▶ **WHAT THIS TASK INVOLVES**
Lines in which "nodes" appears should be pulled from the data below.

------ EXCERPTED DATA ------

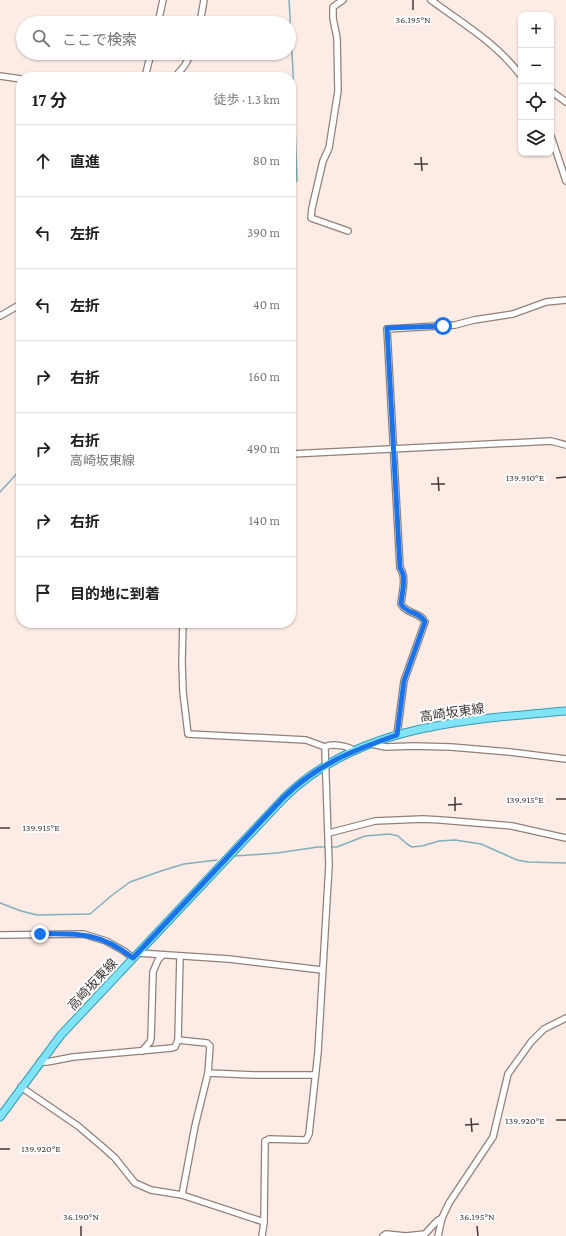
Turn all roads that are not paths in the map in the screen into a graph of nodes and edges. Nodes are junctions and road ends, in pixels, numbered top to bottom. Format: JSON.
{"nodes":[{"id":1,"x":163,"y":0,"type":"edge"},
{"id":2,"x":204,"y":0,"type":"edge"},
{"id":3,"x":343,"y":0,"type":"edge"},
{"id":4,"x":431,"y":0,"type":"edge"},
{"id":5,"x":160,"y":16,"type":"edge"},
{"id":6,"x":201,"y":16,"type":"edge"},
{"id":7,"x":150,"y":60,"type":"edge"},
{"id":8,"x":188,"y":60,"type":"edge"},
{"id":9,"x":518,"y":69,"type":"edge"},
{"id":10,"x":147,"y":72,"type":"edge"},
{"id":11,"x":179,"y":72,"type":"edge"},
{"id":12,"x":0,"y":76,"type":"edge"},
{"id":13,"x":16,"y":78,"type":"edge"},
{"id":14,"x":554,"y":93,"type":"edge"},
{"id":15,"x":566,"y":102,"type":"edge"},
{"id":16,"x":554,"y":145,"type":"edge"},
{"id":17,"x":566,"y":181,"type":"edge"},
{"id":18,"x":348,"y":231,"type":"dead end"},
{"id":19,"x":566,"y":300,"type":"edge"},
{"id":20,"x":16,"y":307,"type":"edge"},
{"id":21,"x":0,"y":316,"type":"edge"},
{"id":22,"x":566,"y":445,"type":"edge"},
{"id":23,"x":393,"y":449,"type":"junction"},
{"id":24,"x":296,"y":454,"type":"edge"},
{"id":25,"x":183,"y":628,"type":"edge"},
{"id":26,"x":566,"y":711,"type":"edge"},
{"id":27,"x":397,"y":735,"type":"junction"},
{"id":28,"x":371,"y":744,"type":"junction"},
{"id":29,"x":325,"y":747,"type":"junction"},
{"id":30,"x":355,"y":751,"type":"junction"},
{"id":31,"x":566,"y":759,"type":"edge"},
{"id":32,"x":326,"y":764,"type":"junction"},
{"id":33,"x":329,"y":834,"type":"junction"},
{"id":34,"x":566,"y":838,"type":"edge"},
{"id":35,"x":0,"y":935,"type":"edge"},
{"id":36,"x":135,"y":955,"type":"junction"},
{"id":37,"x":163,"y":955,"type":"junction"},
{"id":38,"x":180,"y":956,"type":"junction"},
{"id":39,"x":322,"y":970,"type":"junction"},
{"id":40,"x":566,"y":1018,"type":"edge"},
{"id":41,"x":178,"y":1040,"type":"junction"},
{"id":42,"x":142,"y":1051,"type":"junction"},
{"id":43,"x":40,"y":1062,"type":"junction"},
{"id":44,"x":208,"y":1073,"type":"junction"},
{"id":45,"x":315,"y":1075,"type":"junction"},
{"id":46,"x":21,"y":1087,"type":"junction"},
{"id":47,"x":0,"y":1117,"type":"edge"},
{"id":48,"x":182,"y":1195,"type":"junction"},
{"id":49,"x":442,"y":1218,"type":"junction"},
{"id":50,"x":264,"y":1222,"type":"junction"},
{"id":51,"x":262,"y":1236,"type":"edge"},
{"id":52,"x":383,"y":1236,"type":"edge"},
{"id":53,"x":438,"y":1236,"type":"edge"}],
"edges":[{"from":1,"to":5,"type":"street"},
{"from":2,"to":6,"type":"street"},
{"from":3,"to":18,"type":"street"},
{"from":4,"to":9,"type":"street"},
{"from":7,"to":10,"type":"street"},
{"from":8,"to":11,"type":"street"},
{"from":12,"to":13,"type":"street"},
{"from":14,"to":15,"type":"street"},
{"from":16,"to":17,"type":"street"},
{"from":19,"to":23,"type":"street"},
{"from":20,"to":21,"type":"street"},
{"from":22,"to":23,"type":"street"},
{"from":23,"to":24,"type":"street"},
{"from":23,"to":27,"type":"street"},
{"from":25,"to":29,"type":"street"},
{"from":26,"to":27,"type":"main road","name":"高崎坂東線"},
{"from":27,"to":28,"type":"main road","name":"高崎坂東線"},
{"from":28,"to":30,"type":"main road","name":"高崎坂東線"},
{"from":28,"to":31,"type":"street"},
{"from":29,"to":30,"type":"street"},
{"from":29,"to":32,"type":"street"},
{"from":30,"to":32,"type":"main road","name":"高崎坂東線"},
{"from":32,"to":33,"type":"street"},
{"from":32,"to":36,"type":"main road","name":"高崎坂東線"},
{"from":33,"to":34,"type":"street"},
{"from":33,"to":39,"type":"street"},
{"from":35,"to":36,"type":"street"},
{"from":36,"to":37,"type":"street"},
{"from":36,"to":43,"type":"main road","name":"高崎坂東線"},
{"from":37,"to":38,"type":"street"},
{"from":37,"to":42,"type":"street"},
{"from":38,"to":39,"type":"street"},
{"from":38,"to":41,"type":"street"},
{"from":39,"to":45,"type":"street"},
{"from":40,"to":49,"type":"street"},
{"from":41,"to":42,"type":"street"},
{"from":41,"to":44,"type":"street"},
{"from":42,"to":43,"type":"street"},
{"from":43,"to":46,"type":"main road","name":"高崎坂東線"},
{"from":44,"to":45,"type":"street"},
{"from":44,"to":48,"type":"street"},
{"from":45,"to":50,"type":"street"},
{"from":46,"to":47,"type":"main road","name":"高崎坂東線"},
{"from":46,"to":48,"type":"street"},
{"from":48,"to":50,"type":"street"},
{"from":49,"to":52,"type":"street"},
{"from":49,"to":53,"type":"street"},
{"from":50,"to":51,"type":"street"}]}
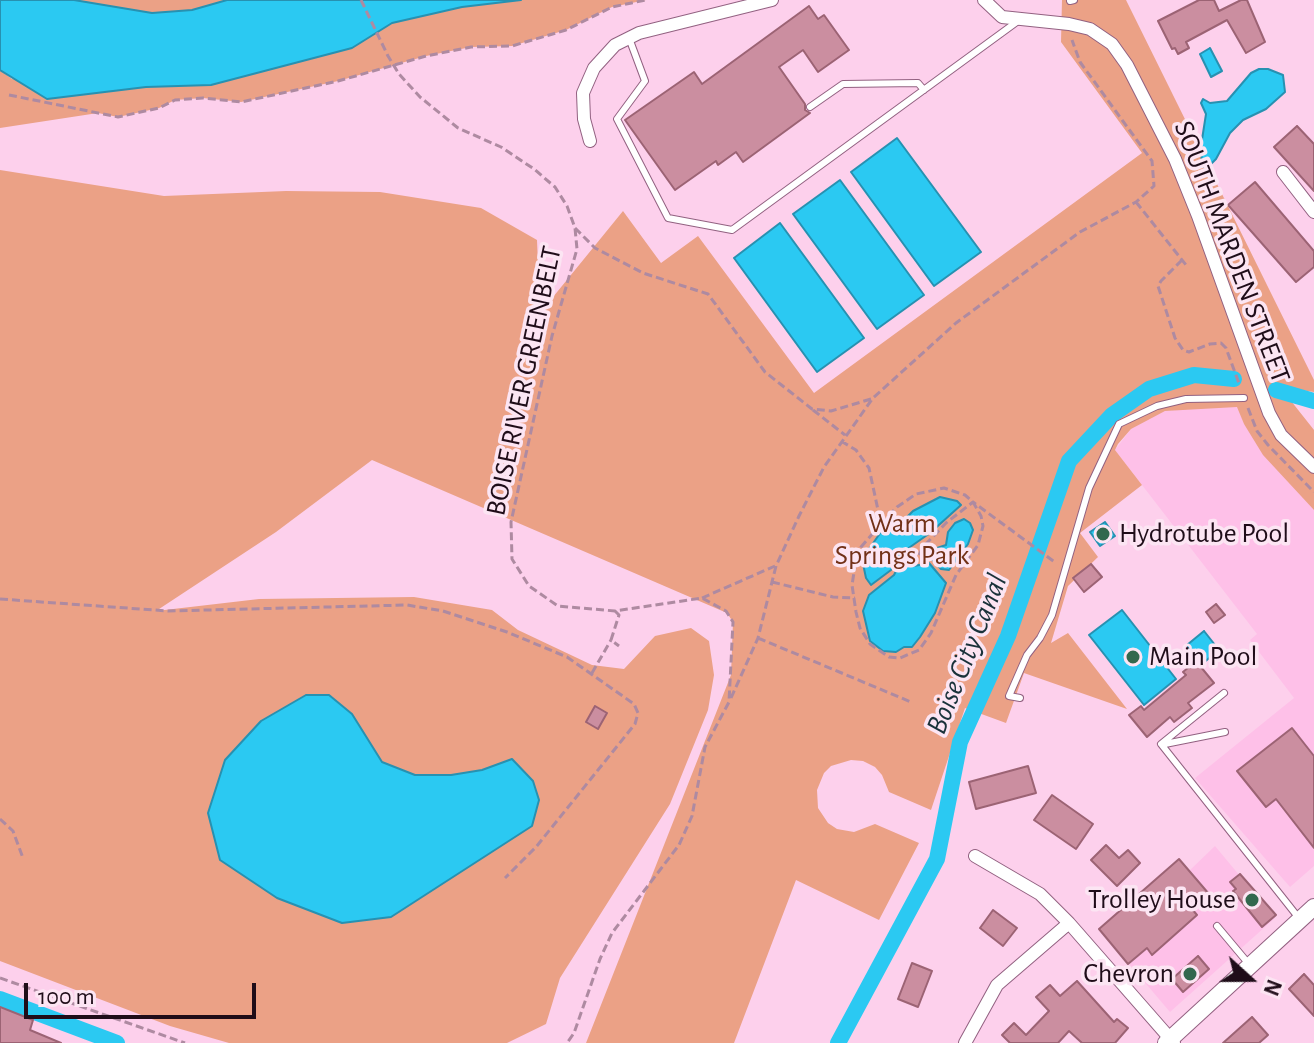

------

▶ **RESPONSE TO THE EXERCISE**
Turn all roads that are not paths in the map in the screen into a graph of nodes and edges. Nodes are junctions and road ends, in pixels, numbered top to bottom. Format: JSON.
{"nodes":[{"id":1,"x":163,"y":0,"type":"edge"},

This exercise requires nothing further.